Tudo o que sabe, J. Miguel aprendeu com o padrasto, de quem, já quase cinquentão, com modéstia que não é para ser levada muito a sério, ainda se declara “estagiário”. E, tendo aprendido com ele, nunca pôs cor sobre cor.
Não é por aí que vai Fabricio Lopez, afeito, ao contrário, a construir a imagem por meio de sucessivas camadas coloridas, que tanto se somam como se anulam. Para ele, há nisso um pouco de brincadeira, até, um carimbar meio lúdico, por vezes guiado não pela pretensão de chegar a um lugar determinado, e sim pelo gosto da aventura. Quanto à eventual intervenção de mãos alheias em trabalho seu, acha que ela pode até ser bem-vinda. Conta que frequentemente lhe aconteceu de criar junto com outros artistas jovens, nos projetos coletivos de que participou desde bem moço, como o Espaço Coringa, de São Paulo, essencial à sua formação. É algo que ele estimula, por exemplo, no Instituto Acaia, também na capital paulista, onde tem sob sua responsabilidade um ateliê de xilogravura.

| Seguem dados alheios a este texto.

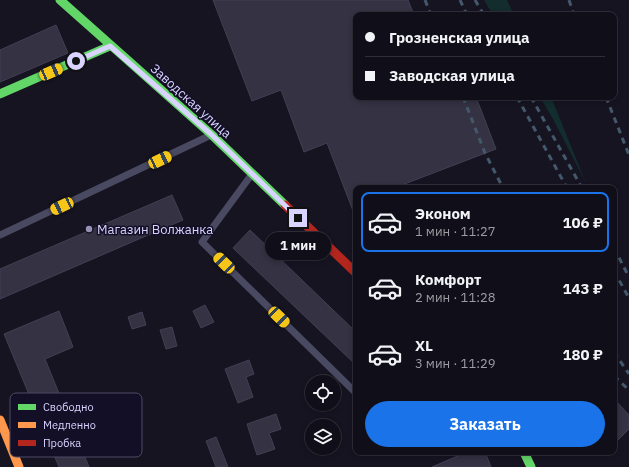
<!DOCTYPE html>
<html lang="ru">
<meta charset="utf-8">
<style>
body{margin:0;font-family:"IBM Plex Sans",sans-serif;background:#1e1d26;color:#f1f3f6;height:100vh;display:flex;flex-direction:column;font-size:15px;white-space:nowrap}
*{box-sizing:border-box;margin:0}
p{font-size:13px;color:#9c9ca2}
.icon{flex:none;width:22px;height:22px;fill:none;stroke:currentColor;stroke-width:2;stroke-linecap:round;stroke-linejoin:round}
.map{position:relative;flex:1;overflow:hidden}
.sheet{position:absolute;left:353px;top:185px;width:264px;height:270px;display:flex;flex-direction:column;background:#100f19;border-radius:8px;box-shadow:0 2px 6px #0003,0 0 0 1px #302f38}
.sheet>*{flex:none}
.banner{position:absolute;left:353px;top:12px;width:264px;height:88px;border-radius:8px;box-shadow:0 2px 6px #0003,0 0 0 1px #302f38;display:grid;align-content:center;height:88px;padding:0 12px;background:#100f19}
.tools{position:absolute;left:305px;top:375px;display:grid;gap:8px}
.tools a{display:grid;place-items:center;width:36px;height:36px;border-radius:50%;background:#100f19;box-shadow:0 2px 6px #0003,0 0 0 1px #302f38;font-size:20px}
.end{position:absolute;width:18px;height:18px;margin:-9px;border:5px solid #d9d4ff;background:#111;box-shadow:0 0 0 2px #111}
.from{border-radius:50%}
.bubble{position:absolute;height:28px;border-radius:14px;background:#100f19;box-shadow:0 2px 6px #0003,0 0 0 1px #302f38;font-size:13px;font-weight:700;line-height:28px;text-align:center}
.car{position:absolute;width:12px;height:24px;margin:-12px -6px;border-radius:5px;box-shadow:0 0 3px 1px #0007;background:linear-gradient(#f5c518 24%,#345 0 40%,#f5c518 0 76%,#345 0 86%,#f5c518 0)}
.banner b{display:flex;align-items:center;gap:14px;height:38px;font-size:15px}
.banner b+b{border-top:1px solid #302f38}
.banner i{width:10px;height:10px;background:#f1f3f6}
ul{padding:7px 0 0;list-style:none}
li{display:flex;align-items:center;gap:12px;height:60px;margin:0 8px 6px;padding:0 4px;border:2px solid transparent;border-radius:8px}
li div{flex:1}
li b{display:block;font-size:15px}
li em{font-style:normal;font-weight:700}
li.active{border-color:#1a73e8}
li>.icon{width:36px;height:36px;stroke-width:1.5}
.button{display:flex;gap:8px;margin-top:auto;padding:8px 12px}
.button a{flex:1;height:46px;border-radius:24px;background:#1a73e8;color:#fff;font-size:16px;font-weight:700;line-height:46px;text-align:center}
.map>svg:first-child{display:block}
</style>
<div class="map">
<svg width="629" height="467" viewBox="0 0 629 467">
<rect width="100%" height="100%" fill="#161421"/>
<path fill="#132c2d" d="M484 0H507L514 15H493Z
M540 97H551L586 183 554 121Z"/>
<path fill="#343243" stroke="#433f54" d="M213 0H408L414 15H356V97H476L496 149 394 188H356L355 216 327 143 304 152 281 90 252 101Z
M56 25 68 53 0 82V50Z
M172 195 183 220 0 299V269Z
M250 230 356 332V365L233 248Z
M205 305 214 322 201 328 193 311Z
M59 311 73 347 45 359 89 467H59L4 334Z
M142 312 146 325 132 329 128 317Z
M172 327 177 346 166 349 160 330Z
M249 360 254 374 246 377 253 397 238 403 225 369Z
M614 399 629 415V429L614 444Z
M276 414 281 429 269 433 275 449 257 455 247 424Z
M216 437 228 467H216L206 441Z
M467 452H485L491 467H432Z"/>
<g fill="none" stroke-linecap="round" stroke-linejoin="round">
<path stroke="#4a4962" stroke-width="7" d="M252 174 202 242 356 393
M0 235 211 135"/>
<path stroke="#63d668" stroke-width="9" d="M60 0 212 135 285 205
M0 94 110 46
M524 452 531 467"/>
<path stroke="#ff974d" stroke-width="9" d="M0 420 19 467"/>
<path stroke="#b3261e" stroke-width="9" d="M285 205 356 273"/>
<path stroke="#43596b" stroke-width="3" stroke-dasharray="6 5" stroke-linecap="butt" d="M425 0 431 15
M460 0 467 15
M475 0 484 15
M569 0 574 15
M463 97 485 153 503 188
M517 97 567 188
M531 97 582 188
M606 97 629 155
M614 248 629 277
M614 271 629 298
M614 352 629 374
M614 376 629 390"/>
</g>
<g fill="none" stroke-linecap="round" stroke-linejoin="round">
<path stroke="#d9d4ff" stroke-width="5" d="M76 61 110 46 212 135 298 218"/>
</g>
<circle fill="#9591b1" stroke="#130f26" stroke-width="1.5" cx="89" cy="229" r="4"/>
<g text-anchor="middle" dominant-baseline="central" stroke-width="3" stroke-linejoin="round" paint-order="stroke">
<g font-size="13" fill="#d9d4ff" stroke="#130f26">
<text transform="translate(191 101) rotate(42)">Заводская улица</text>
</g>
<g font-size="13" fill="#d9d4ff" stroke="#130f26" text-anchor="start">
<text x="97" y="229">Магазин Волжанка</text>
</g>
</g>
<rect x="10" y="393" width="132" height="64" rx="6" fill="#130f26" stroke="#4e4a67" stroke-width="1"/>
<rect x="18" y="404" width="18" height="6" fill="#63d668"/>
<rect x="18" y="422" width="18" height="6" fill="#ff974d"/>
<rect x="18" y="440" width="18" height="6" fill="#b3261e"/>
<g font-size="11" fill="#d9d4ff">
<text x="43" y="411">Свободно</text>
<text x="43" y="429">Медленно</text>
<text x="43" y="447">Пробка</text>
</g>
</svg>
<div class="tools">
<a><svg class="icon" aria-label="locate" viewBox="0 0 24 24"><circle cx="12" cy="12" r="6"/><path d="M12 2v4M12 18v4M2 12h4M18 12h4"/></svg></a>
<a><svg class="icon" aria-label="layers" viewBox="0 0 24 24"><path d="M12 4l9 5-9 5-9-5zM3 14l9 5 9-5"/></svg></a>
</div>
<i class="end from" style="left:76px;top:61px"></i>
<i class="end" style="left:298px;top:218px"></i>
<div class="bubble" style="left:265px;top:232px;width:66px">1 мин</div>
<i class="car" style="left:51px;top:72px;rotate:67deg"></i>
<i class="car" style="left:160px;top:160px;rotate:65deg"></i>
<i class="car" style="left:62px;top:206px;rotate:245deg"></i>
<i class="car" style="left:224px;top:263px;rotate:314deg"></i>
<i class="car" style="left:279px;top:317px;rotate:134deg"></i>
<div class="banner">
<b><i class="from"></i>Грозненская улица</b>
<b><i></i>Заводская улица</b>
</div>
<section class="sheet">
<ul>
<li class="active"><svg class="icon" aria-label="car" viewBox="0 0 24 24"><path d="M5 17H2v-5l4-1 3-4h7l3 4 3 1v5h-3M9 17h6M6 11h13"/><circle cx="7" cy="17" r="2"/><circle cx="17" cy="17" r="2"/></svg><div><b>Эконом</b><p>1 мин · 11:27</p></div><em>106 ₽</em></li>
<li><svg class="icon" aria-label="car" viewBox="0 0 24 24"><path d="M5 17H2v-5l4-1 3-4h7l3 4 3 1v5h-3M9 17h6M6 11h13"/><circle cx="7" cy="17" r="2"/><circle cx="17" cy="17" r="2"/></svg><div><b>Комфорт</b><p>2 мин · 11:28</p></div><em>143 ₽</em></li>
<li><svg class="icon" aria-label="car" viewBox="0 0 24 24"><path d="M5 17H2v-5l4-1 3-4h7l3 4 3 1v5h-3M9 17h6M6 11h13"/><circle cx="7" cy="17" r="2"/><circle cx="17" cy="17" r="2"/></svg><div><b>XL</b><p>3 мин · 11:29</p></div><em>180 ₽</em></li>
</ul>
<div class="button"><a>Заказать</a></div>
</section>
</div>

Fabrício está convencido de que assim se pode reforçar a individualidade e, ao mesmo tempo, promover uma bem dosada diluição do autor.
“O que pode nascer da junção de nós dois?”, indaga ele. “O que pode nascer de algo que não é só meu nem só seu, mas que é parte constitutiva do que nós dois estamos criando?” O bate-bola é até didático, defende ele, na medida em que ajuda o artista a “construir uma obra que tenha saúde, que não esteja encarcerada em si mesma”. Fabricio explica: “Ajuda a saber quando é que você dá um mergulho solitário, consegue ir lá no fundo e recolher aquela conchinha mais preciosa e, já meio sem ar, trazê-la até a superfície, e quando, ao contrário, você depende do outro para resolver problemas que sozinho não seria capaz de solucionar”. Esse fazer juntos, diz Fabricio, “é muito importante na criação, inclusive para não criar redutos de ego”.

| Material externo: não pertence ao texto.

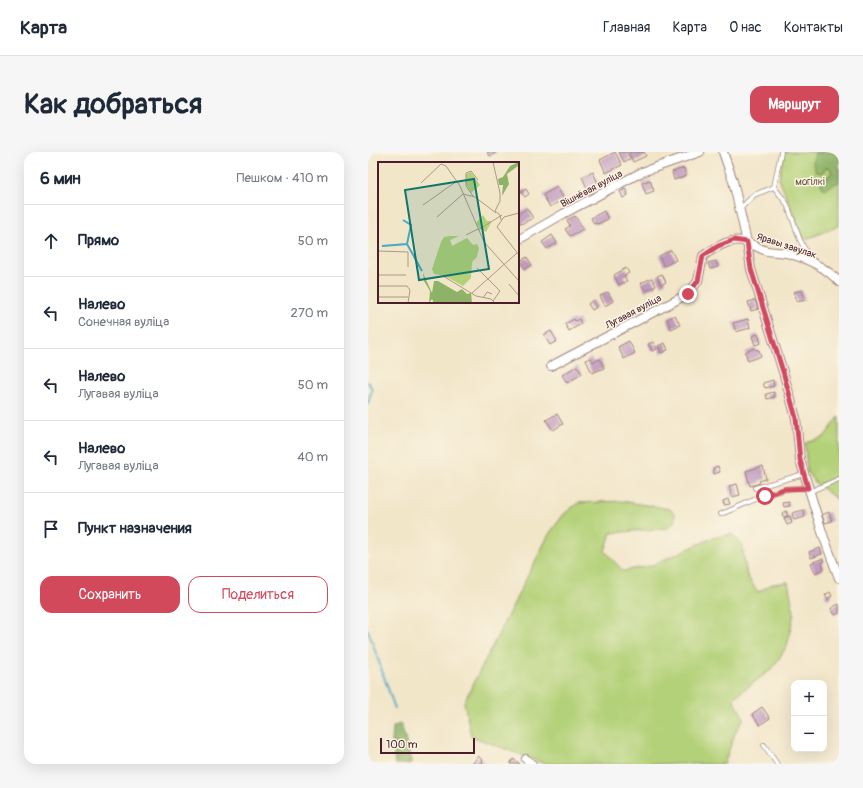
<!DOCTYPE html>
<html lang="ru">
<meta charset="utf-8">
<style>
:root{--surface:#fff;--page:#f6f6f7;--text:#1f2937;--muted:#747a83;--line:#e0e1e3;--accent:#d1495b}
body{margin:0;font-family:Pangolin,sans-serif;background:var(--page);color:var(--text)}
.controls{position:absolute;right:12px;bottom:12px;display:grid;overflow:hidden;border-radius:8px;box-shadow:0 4px 16px #0002}
.controls button{width:36px;height:36px;display:grid;place-items:center;padding:0;border:0;border-bottom:1px solid var(--line);background:var(--surface);color:var(--text);font:20px sans-serif}
.scale{position:absolute;left:12px;bottom:10px;width:95px;box-sizing:border-box;padding-left:4px;border:2px solid #4a1f2b;border-top:0;font-size:11px;line-height:14px;white-space:nowrap;color:#4a1f2b;-webkit-text-stroke:3px #fcf5e5;paint-order:stroke}
.stop{position:absolute;width:12px;height:12px;margin:-9px;border:3px solid #d1495b;border-radius:50%;background:#fff}
.stop.end{background:#d1495b;border-color:#fff;box-shadow:0 1px 4px #0008}
.list{margin:0;padding:0;list-style:none}
h2{display:flex;justify-content:space-between;align-items:center;height:52px;margin:0;padding:0 16px;font-size:17px}
h2 small{font-size:13px;font-weight:400;color:var(--muted)}
.list li{display:grid;grid-template-columns:26px 1fr auto;gap:12px;align-items:center;box-sizing:border-box;height:72px;padding:0 16px;border-top:1px solid var(--line)}
.list b{display:block;font-size:15px;white-space:nowrap}
.list p{margin:0;font-size:13px;white-space:nowrap;color:var(--muted)}
.list em{font-size:13px;font-style:normal;color:var(--muted)}
.actions{display:flex;gap:8px;padding:12px 16px}
.actions a{flex:1;padding:9px 0;border:1px solid var(--accent);border-radius:12px;text-align:center;font-size:14px;color:var(--accent)}
.actions .main{background:var(--accent);color:#fff}
.icon{flex:none;width:22px;height:22px;fill:none;stroke:currentColor;stroke-width:2;stroke-linecap:round;stroke-linejoin:round}
.map{position:relative;flex:none;width:471px;height:612px;overflow:hidden;border-radius:12px}
header{display:flex;align-items:center;gap:24px;box-sizing:border-box;height:56px;padding:0 20px;background:var(--surface);border-bottom:1px solid var(--line)}
header strong{font-size:19px}
nav{display:flex;gap:22px;margin-inline-start:auto;font-size:14px}
.intro{display:flex;align-items:center;justify-content:space-between;box-sizing:border-box;height:96px;padding:0 24px}
h1{margin:0;font-size:28px}
.button{padding:10px 18px;border-radius:12px;background:var(--accent);color:#fff;font-size:14px;font-weight:700}
main{display:flex;gap:24px;padding:0 24px}
aside{flex:1;background:var(--surface);border-radius:12px;box-shadow:0 4px 16px #0002}
.map>svg:first-child{display:block}
.green{fill:#b3d178;stroke:#7e7852}
.forest{fill:#8eb368;stroke:#6c694a}
.lines{fill:none;stroke-linecap:round;stroke-linejoin:round}
.stream{stroke:#46a9c5;stroke-width:2}
.building{fill:#be99bd}
.service-casing{stroke:#9e827a;stroke-width:5.5}
.minor-casing{stroke:#9e827a;stroke-width:10}
.service{stroke:#fff;stroke-width:4}
.minor{stroke:#fff;stroke-width:8}
.route{stroke:#d1495b;stroke-width:5}
.labels{text-anchor:middle;stroke-width:3;stroke-linejoin:round;paint-order:stroke}
.park-label{font-size:10px;fill:#6a5442;stroke:#fcf5e5}
.street-label{font-size:10px;fill:#4a1f2b;stroke:#fcf5e5}
.inset-river{fill:none;stroke:#46a9c5;stroke-width:2}
.inset-road{fill:none;stroke:#af968a;stroke-width:1}
.view{fill:#0f766e;fill-opacity:0.15;stroke:#0f766e;stroke-width:2}
.inset-edge{fill:none;stroke:#4a1f2b;stroke-width:2}
</style>
<header>
<strong>Карта</strong>
<nav><a>Главная</a><a>Карта</a><a>О нас</a><a>Контакты</a></nav>
</header>
<div class="intro"><h1>Как добраться</h1><a class="button">Маршрут</a></div>
<main>
<aside>
<h2>6 мин<small>Пешком · 410 m</small></h2>
<ul class="list">
<li><svg class="icon" aria-label="ahead" viewBox="0 0 24 24"><path d="M12 20V5M6 11l6-6 6 6"/></svg><div><b>Прямо</b></div><em>50 m</em></li>
<li><svg class="icon" aria-label="left" viewBox="0 0 24 24"><path d="M17 20v-9H6M10 6l-5 5 5 5"/></svg><div><b>Налево</b><p>Сонечная вуліца</p></div><em>270 m</em></li>
<li><svg class="icon" aria-label="left" viewBox="0 0 24 24"><path d="M17 20v-9H6M10 6l-5 5 5 5"/></svg><div><b>Налево</b><p>Лугавая вуліца</p></div><em>50 m</em></li>
<li><svg class="icon" aria-label="left" viewBox="0 0 24 24"><path d="M17 20v-9H6M10 6l-5 5 5 5"/></svg><div><b>Налево</b><p>Лугавая вуліца</p></div><em>40 m</em></li>
<li><svg class="icon" aria-label="arrive" viewBox="0 0 24 24"><path d="M6 21V4h12l-3 4 3 4H6"/></svg><div><b>Пункт назначения</b></div></li>
</ul>
<div class="actions"><a class="main">Сохранить</a><a>Поделиться</a></div>
</aside>
<div class="map">
<svg width="471" height="612" viewBox="0 0 471 612">
<rect width="100%" height="100%" fill="#fcf5e5"/>
<filter id="ink" filterUnits="userSpaceOnUse"><feTurbulence type="fractalNoise" baseFrequency=".025" numOctaves="2"/><feDisplacementMap in="SourceGraphic" scale="8" xChannelSelector="R" yChannelSelector="G"/><feConvolveMatrix kernelMatrix="1 2 1 2 8 2 1 2 1" color-interpolation-filters="sRGB"/></filter>
<filter id="wash" filterUnits="userSpaceOnUse"><feTurbulence type="fractalNoise" baseFrequency=".012" numOctaves="4" result="noise"/><feDisplacementMap in="SourceGraphic" scale="16" xChannelSelector="R" yChannelSelector="G"/><feGaussianBlur stdDeviation="0.9" result="paint"/><feColorMatrix in="noise" values="0 0 0 0 0 0 0 0 0 0 0 0 0 0 0 0 0 1.4 0 .05"/><feComposite in="paint" operator="in"/></filter>
<g filter="url(#wash)">
<rect width="100%" height="100%" fill="#f2e6c9"/>
<path class="green" d="M416,0H471V74L436,88L411,27Z
M471,265V349L447,331L439,320L437,291L456,285Z
M253,349L302,357L307,362L306,371L300,376L243,381L237,399L255,419L282,414L344,386L364,382L374,393L379,424L390,440L404,432L420,430L426,461L419,494L404,517L365,546L376,566L367,581L356,612H177L103,584L96,550L181,382L196,362L210,351Z"/>
<path class="forest" d="M469,0L471,2V30L456,37L453,33L454,28L463,22V17L459,15L454,21L448,20L445,11L447,1Z
M33,571L44,612H27L24,589L25,575Z"/>
<g class="lines">
<path class="stream" d="M0,230L4,237L0,251
M0,478L27,557"/>
</g>
<g id="blocks">
<path class="building" d="M119,0H129L122,4Z
M247,0L254,13L238,21L232,8Z
M251,0H259L262,7L256,10Z
M261,0H276L278,4L265,10Z
M316,16L318,24L306,28L304,20Z
M225,20L230,31L219,36L214,25Z
M282,28L286,39L278,42L274,31Z
M189,35L196,47L182,55L175,43Z
M158,37L161,42L157,45L153,40Z
M258,37L260,43L255,46L252,39Z
M159,56L165,66L153,72L150,67V62Z
M236,59L240,67L230,72L229,71L226,72L223,66Z
M207,64L215,77L202,84L197,77L202,74L199,68Z
M184,83L189,91L179,97L174,90Z
M303,98L308,108L296,114L291,104Z
M159,105L164,113L157,117L152,109Z
M348,109L350,115L342,117L340,111Z
M258,116L261,121L256,124L259,129L251,133L246,123Z
M294,122L298,130L293,133L289,124Z
M284,126L288,134L277,139L273,131Z
M434,138L437,148L429,150L426,140Z
M240,140L245,149L237,154L232,144Z
M225,148L229,155L224,158L220,152Z
M387,148L390,157L383,159L380,150Z
M307,163L312,173L303,177L299,167Z
M206,167L207,169L211,167L213,172L201,179L197,172Z
M380,167L382,176L368,180L365,171Z
M183,179L189,189L182,193L176,183Z
M390,182L393,191L387,193L384,184Z
M261,189L267,201L256,207L250,195Z
M285,190L289,197L284,199L280,192Z
M297,191L300,198L293,201L290,194Z
M387,196L388,198H391L393,204L380,209L377,200Z
M223,206L225,210L232,207L236,216L224,221L218,208Z
M209,214L214,222L199,231L194,223Z
M405,228L406,234L397,236L395,231Z
M406,240L407,245L399,247L398,242Z
M189,262L195,272L185,278L178,268Z
M350,314L352,320L346,322L345,316Z
M395,314L398,327L391,329L392,331L382,334L378,319Z
M369,332L372,343L364,345L361,334Z
M360,347L362,352L356,353L355,349Z
M421,350L422,354L416,355L415,351Z
M435,358L437,365L426,368L424,361Z
M418,359L420,364L415,365L414,361Z
M461,360L464,369L457,371L454,363Z
M422,364L424,371L419,373L416,366Z
M452,396L454,402L443,406L441,400Z
M453,407H455L456,410L454,411L456,417L447,421L443,411Z
M462,440L464,444L459,447L457,443Z
M471,452V461L467,463L463,456Z
M394,555L402,566L392,573L384,562Z
M110,604L115,609L113,612H106L105,611Z
M145,607L152,612H142Z"/>
</g>
</g>
<g filter="url(#ink)">
<use href="#blocks" fill-opacity="0" stroke="#9e827a" stroke-width="1"/>
<g class="lines">
<g class="service-casing">
<path id="service" d="M413,0L406,35L419,52L432,88L443,109
M372,57L386,43L406,35
M387,336L436,322
M441,340L471,327
M353,362C374,354 393,343 415,338C422,335 432,336 440,336
M396,593L409,612"/>
</g>
<g class="minor-casing">
<path id="minor" d="M355,0L365,29L379,90L383,117L416,223L428,266L432,308L455,383L471,426
M150,88L195,62L274,20L332,0
M183,214L320,142L330,129L335,104C344,98 353,91 365,89C377,86 388,96 399,99C405,100 412,100 418,101C437,106 458,115 471,130
M158,607L164,612"/>
</g>
<use href="#service" class="service"/>
<use href="#minor" class="minor"/>
</g>
</g>
<g class="lines" filter="url(#ink)">
<path class="route" d="M320,142L330,129L335,104L350,94L366,88L379,90L383,117L416,223L428,266L432,308L440,336L416,337L397,344"/>
</g>
<g class="labels">
<g class="park-label">
<text x="442" y="33">могілкі</text>
</g>
<g class="street-label">
<text transform="translate(223 36) rotate(-28)" y="4">Вішнёвая вуліца</text>
<text transform="translate(419 93) rotate(18)" y="4">Яравы завулак</text>
<text transform="translate(265 159) rotate(-28)" y="4">Лугавая вуліца</text>
</g>
</g>
<g transform="translate(10 10)">
<rect width="141" height="141" fill="#f2e6c9"/>
<path d="M93,10L102,23L93,31L88,22V12ZM105,53L109,59H114L108,70L101,66L98,61ZM72,74H81L72,78L74,84L89,76L95,83L99,82L101,86L99,95L94,100L93,116L85,124L67,114L56,112L54,107L63,80L66,75Z" fill="#b3d178"/>
<path d="M141,0L140,4L129,12L131,22L124,34L125,23H121L120,17L125,15L132,4ZM45,111L54,131L56,119H60L79,130L84,127L89,132L93,131L94,141H56L54,137L51,141L52,129L46,119Z" fill="#8eb368"/>
<path class="inset-river" d="M29,82L44,109M4,84L29,82L33,63L25,58"/>
<path class="inset-road" d="M115,0L122,31V39L117,49L122,53L123,58M43,21L63,2L68,4L82,24L106,80L141,119M85,32L97,35L118,51M95,34L88,24V11L93,9L100,18M45,43L79,19M141,51L126,55L119,65L141,93M59,55L85,32M100,68L124,53M88,73L100,67M0,89L30,90V105M99,106L122,129L115,139M0,113H28M65,114L98,134L113,137L117,141M131,122L141,134M0,124H29L32,128L30,141M94,131L139,91M0,135H30M105,136L109,130L114,132"/>
<path class="view" d="M96,17L111,107L41,118L27,28Z"/>
<rect width="141" height="141" class="inset-edge"/>
</g>
</svg>
<div class="controls">
<button>+</button>
<button>−</button>
</div>
<div class="scale">100 m</div>
<div class="stop" style="left:397px;top:344px"></div>
<div class="stop end" style="left:320px;top:142px"></div>
</div>
</main>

Fácil não é, como ele próprio pôde uma vez mais constatar naqueles dias em Bezerros – durante os quais, aliás, não faltaram obstáculos a superar. Um deles, de ordem prática, foi conseguir material para cavar.
Após muito rodar pela cidade, tudo o que se achou foram peças de piquiriá, madeira ingrata, de carne dura, e que ainda por cima não estava totalmente seca. Bem diferente do louro-canela com que J. Miguel tem tanta intimidade, e mais ainda da inigualável umburana, ou imburana, macia, cooperativa. Mas o que se tinha era piquiriá, e com ele os dois artistas se lançaram ao trabalho, que aos poucos começou a andar. “Eu vou fazer um fundo”, sugeriu Fabrício numa ponta da mesa, “e você faz uma imagem para ir sobreposta à minha, em primeiro plano.” O risco, lembra ele, era que daí nascessem imagens de natureza tão distinta que fossem incompatíveis, “como água e óleo”.
Mas não: sobre a flor vermelha de Fabricio pousou suave o beija-flor de J. Miguel, no que talvez seja a mais bem-sucedida das quatro xilogravuras que os dois criaram em Bezerros. “Tinha que ser beija-flor para dar certo”, alegrou-se J. Miguel, por fim embarcado na aventura que início o deixara de pé-atrás, e que para Fabricio Lopez não foi menos gratificante. “A coisa é meio batida”, resume ele, “mas são lições de simplicidade mesmo: ver como o outro entende e faz uma coisa que você também gosta tanto de fazer.”